-- Extracted data follows --

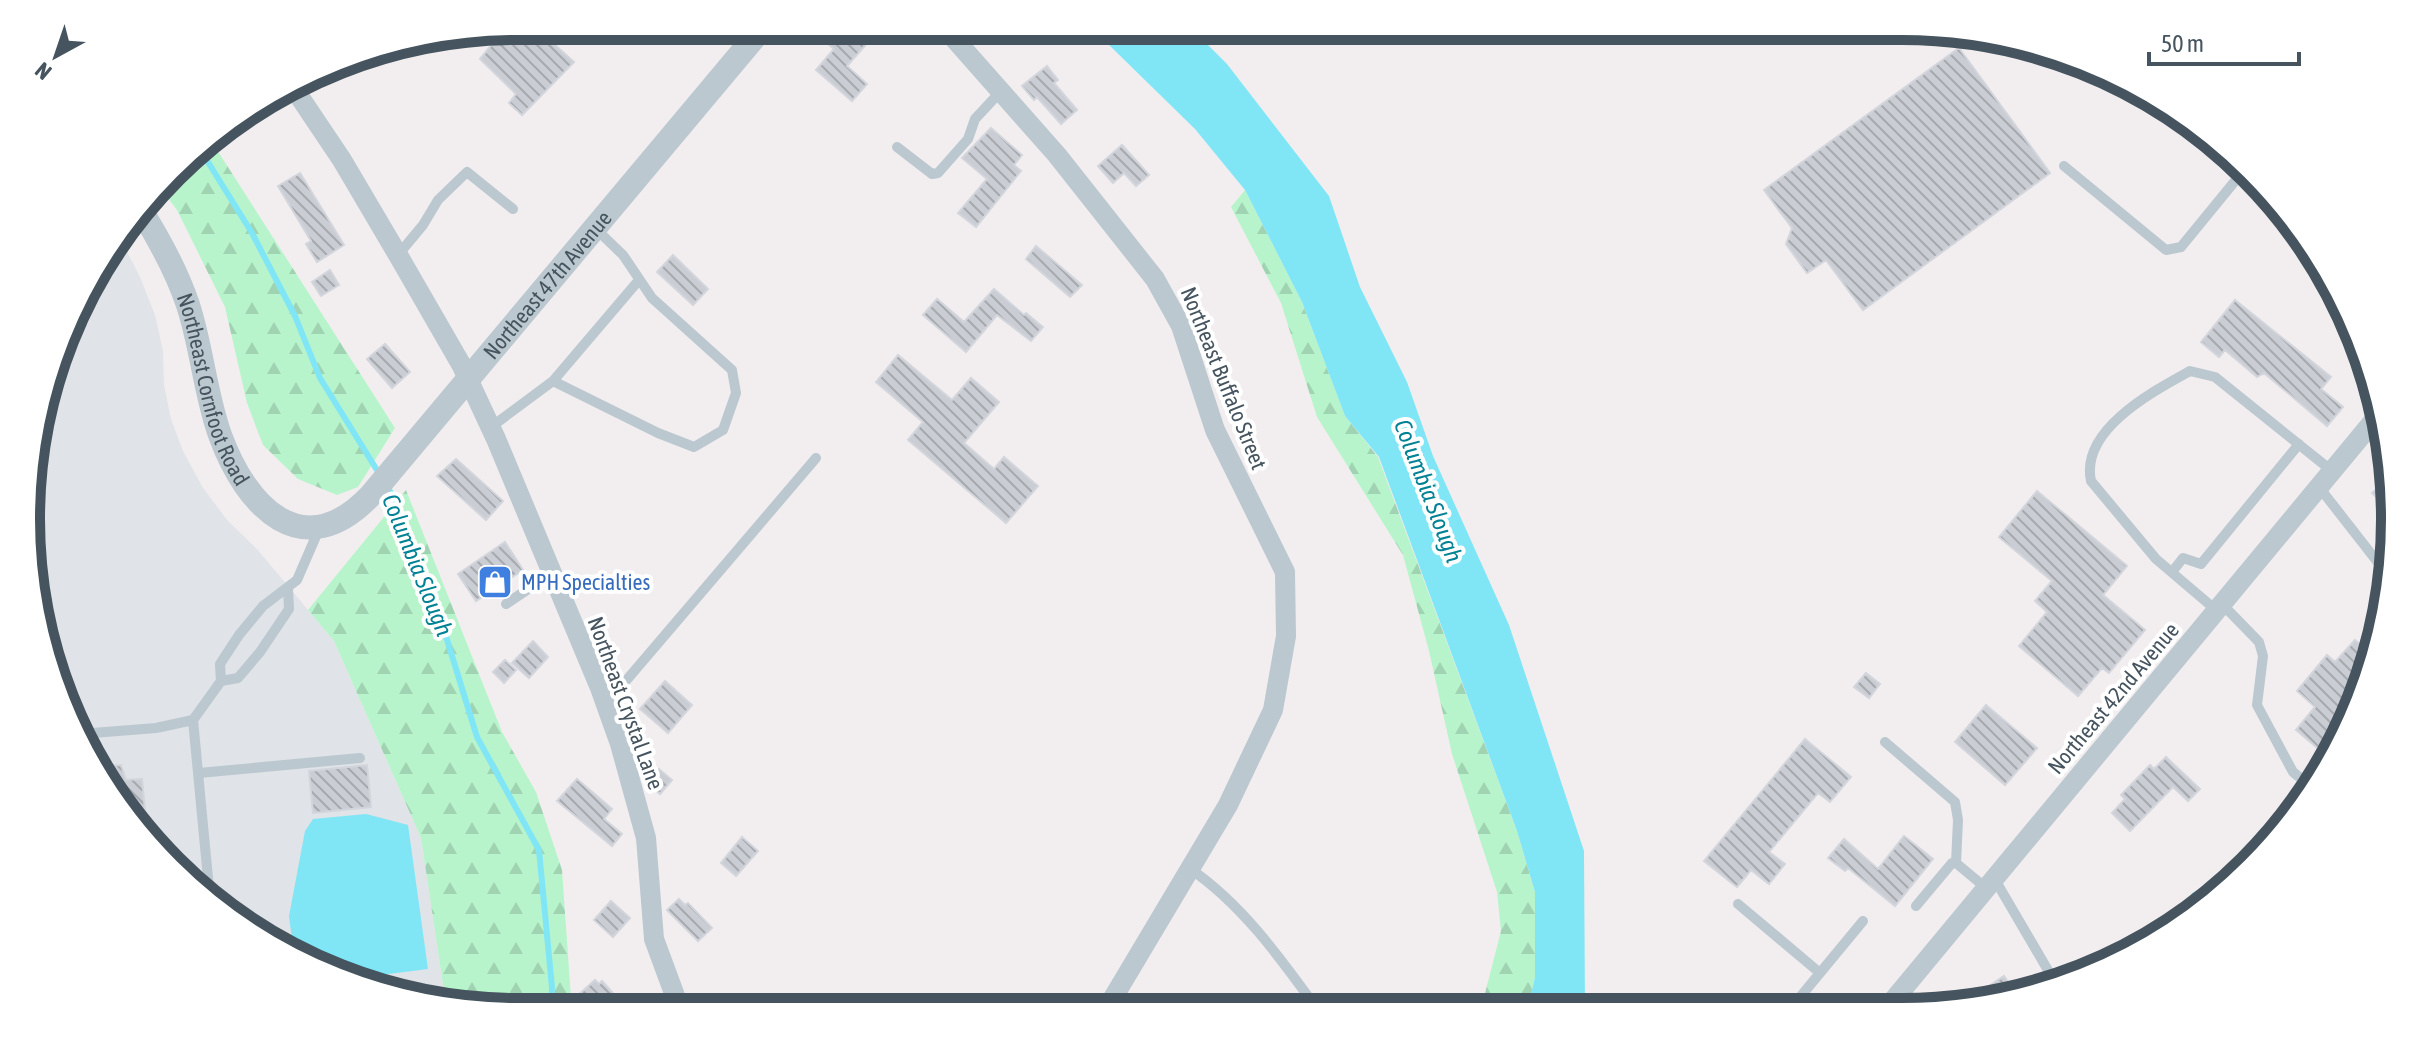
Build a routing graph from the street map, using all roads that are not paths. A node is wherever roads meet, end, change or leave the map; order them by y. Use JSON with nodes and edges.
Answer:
{"nodes":[{"id":1,"x":752,"y":40,"type":"edge"},
{"id":2,"x":955,"y":40,"type":"edge"},
{"id":3,"x":1001,"y":91,"type":"junction"},
{"id":4,"x":298,"y":94,"type":"edge"},
{"id":5,"x":897,"y":147,"type":"dead end"},
{"id":6,"x":2064,"y":166,"type":"dead end"},
{"id":7,"x":2238,"y":177,"type":"edge"},
{"id":8,"x":513,"y":209,"type":"dead end"},
{"id":9,"x":146,"y":219,"type":"edge"},
{"id":10,"x":594,"y":228,"type":"junction"},
{"id":11,"x":398,"y":255,"type":"junction"},
{"id":12,"x":639,"y":280,"type":"junction"},
{"id":13,"x":468,"y":379,"type":"junction"},
{"id":14,"x":553,"y":381,"type":"junction"},
{"id":15,"x":2371,"y":424,"type":"edge"},
{"id":16,"x":491,"y":427,"type":"junction"},
{"id":17,"x":2299,"y":444,"type":"junction"},
{"id":18,"x":816,"y":458,"type":"dead end"},
{"id":19,"x":2326,"y":479,"type":"junction"},
{"id":20,"x":320,"y":527,"type":"junction"},
{"id":21,"x":2379,"y":562,"type":"edge"},
{"id":22,"x":2172,"y":572,"type":"junction"},
{"id":23,"x":552,"y":573,"type":"junction"},
{"id":24,"x":288,"y":589,"type":"junction"},
{"id":25,"x":506,"y":604,"type":"dead end"},
{"id":26,"x":2219,"y":607,"type":"junction"},
{"id":27,"x":221,"y":681,"type":"junction"},
{"id":28,"x":606,"y":705,"type":"junction"},
{"id":29,"x":193,"y":720,"type":"junction"},
{"id":30,"x":90,"y":733,"type":"edge"},
{"id":31,"x":1885,"y":742,"type":"dead end"},
{"id":32,"x":360,"y":758,"type":"dead end"},
{"id":33,"x":199,"y":773,"type":"junction"},
{"id":34,"x":2303,"y":780,"type":"edge"},
{"id":35,"x":1956,"y":863,"type":"junction"},
{"id":36,"x":1189,"y":868,"type":"junction"},
{"id":37,"x":1990,"y":883,"type":"junction"},
{"id":38,"x":209,"y":884,"type":"edge"},
{"id":39,"x":1738,"y":904,"type":"dead end"},
{"id":40,"x":1916,"y":906,"type":"dead end"},
{"id":41,"x":1863,"y":921,"type":"dead end"},
{"id":42,"x":1820,"y":973,"type":"junction"},
{"id":43,"x":2050,"y":975,"type":"edge"},
{"id":44,"x":676,"y":998,"type":"edge"},
{"id":45,"x":1113,"y":998,"type":"edge"},
{"id":46,"x":1309,"y":998,"type":"edge"},
{"id":47,"x":1799,"y":998,"type":"edge"},
{"id":48,"x":1895,"y":998,"type":"edge"}],
"edges":[{"from":1,"to":10,"type":"street","name":"Northeast 47th Avenue"},
{"from":2,"to":3,"type":"street","name":"Northeast Buffalo Street"},
{"from":3,"to":5,"type":"lane"},
{"from":3,"to":36,"type":"street","name":"Northeast Buffalo Street"},
{"from":4,"to":11,"type":"street","name":"Northeast Crystal Lane"},
{"from":6,"to":7,"type":"lane"},
{"from":8,"to":11,"type":"lane"},
{"from":9,"to":20,"type":"street","name":"Northeast Cornfoot Road"},
{"from":10,"to":12,"type":"lane"},
{"from":10,"to":13,"type":"street","name":"Northeast 47th Avenue"},
{"from":11,"to":13,"type":"street","name":"Northeast Crystal Lane"},
{"from":12,"to":14,"type":"lane"},
{"from":12,"to":14,"type":"lane"},
{"from":13,"to":16,"type":"street","name":"Northeast Crystal Lane"},
{"from":13,"to":20,"type":"street","name":"Northeast 47th Avenue"},
{"from":14,"to":16,"type":"lane"},
{"from":15,"to":19,"type":"street","name":"Northeast 42nd Avenue"},
{"from":16,"to":23,"type":"street","name":"Northeast Crystal Lane"},
{"from":17,"to":19,"type":"lane"},
{"from":17,"to":22,"type":"lane"},
{"from":17,"to":22,"type":"lane"},
{"from":18,"to":28,"type":"lane"},
{"from":19,"to":21,"type":"lane"},
{"from":19,"to":26,"type":"street","name":"Northeast 42nd Avenue"},
{"from":20,"to":24,"type":"lane"},
{"from":22,"to":26,"type":"lane"},
{"from":23,"to":25,"type":"lane"},
{"from":23,"to":28,"type":"street","name":"Northeast Crystal Lane"},
{"from":24,"to":27,"type":"lane"},
{"from":24,"to":27,"type":"lane"},
{"from":26,"to":34,"type":"lane"},
{"from":26,"to":37,"type":"street","name":"Northeast 42nd Avenue"},
{"from":27,"to":29,"type":"lane"},
{"from":28,"to":44,"type":"street","name":"Northeast Crystal Lane"},
{"from":29,"to":30,"type":"lane"},
{"from":29,"to":33,"type":"lane"},
{"from":31,"to":35,"type":"lane"},
{"from":32,"to":33,"type":"lane"},
{"from":33,"to":38,"type":"lane"},
{"from":35,"to":37,"type":"lane"},
{"from":35,"to":40,"type":"lane"},
{"from":36,"to":45,"type":"street","name":"Northeast Buffalo Street"},
{"from":36,"to":46,"type":"lane"},
{"from":37,"to":43,"type":"lane"},
{"from":37,"to":48,"type":"street","name":"Northeast 42nd Avenue"},
{"from":39,"to":42,"type":"lane"},
{"from":41,"to":42,"type":"lane"},
{"from":42,"to":47,"type":"lane"}]}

-- Extracted data concluded --

Looking at the material above, count the lines that hold "edges" and give the total alone.

2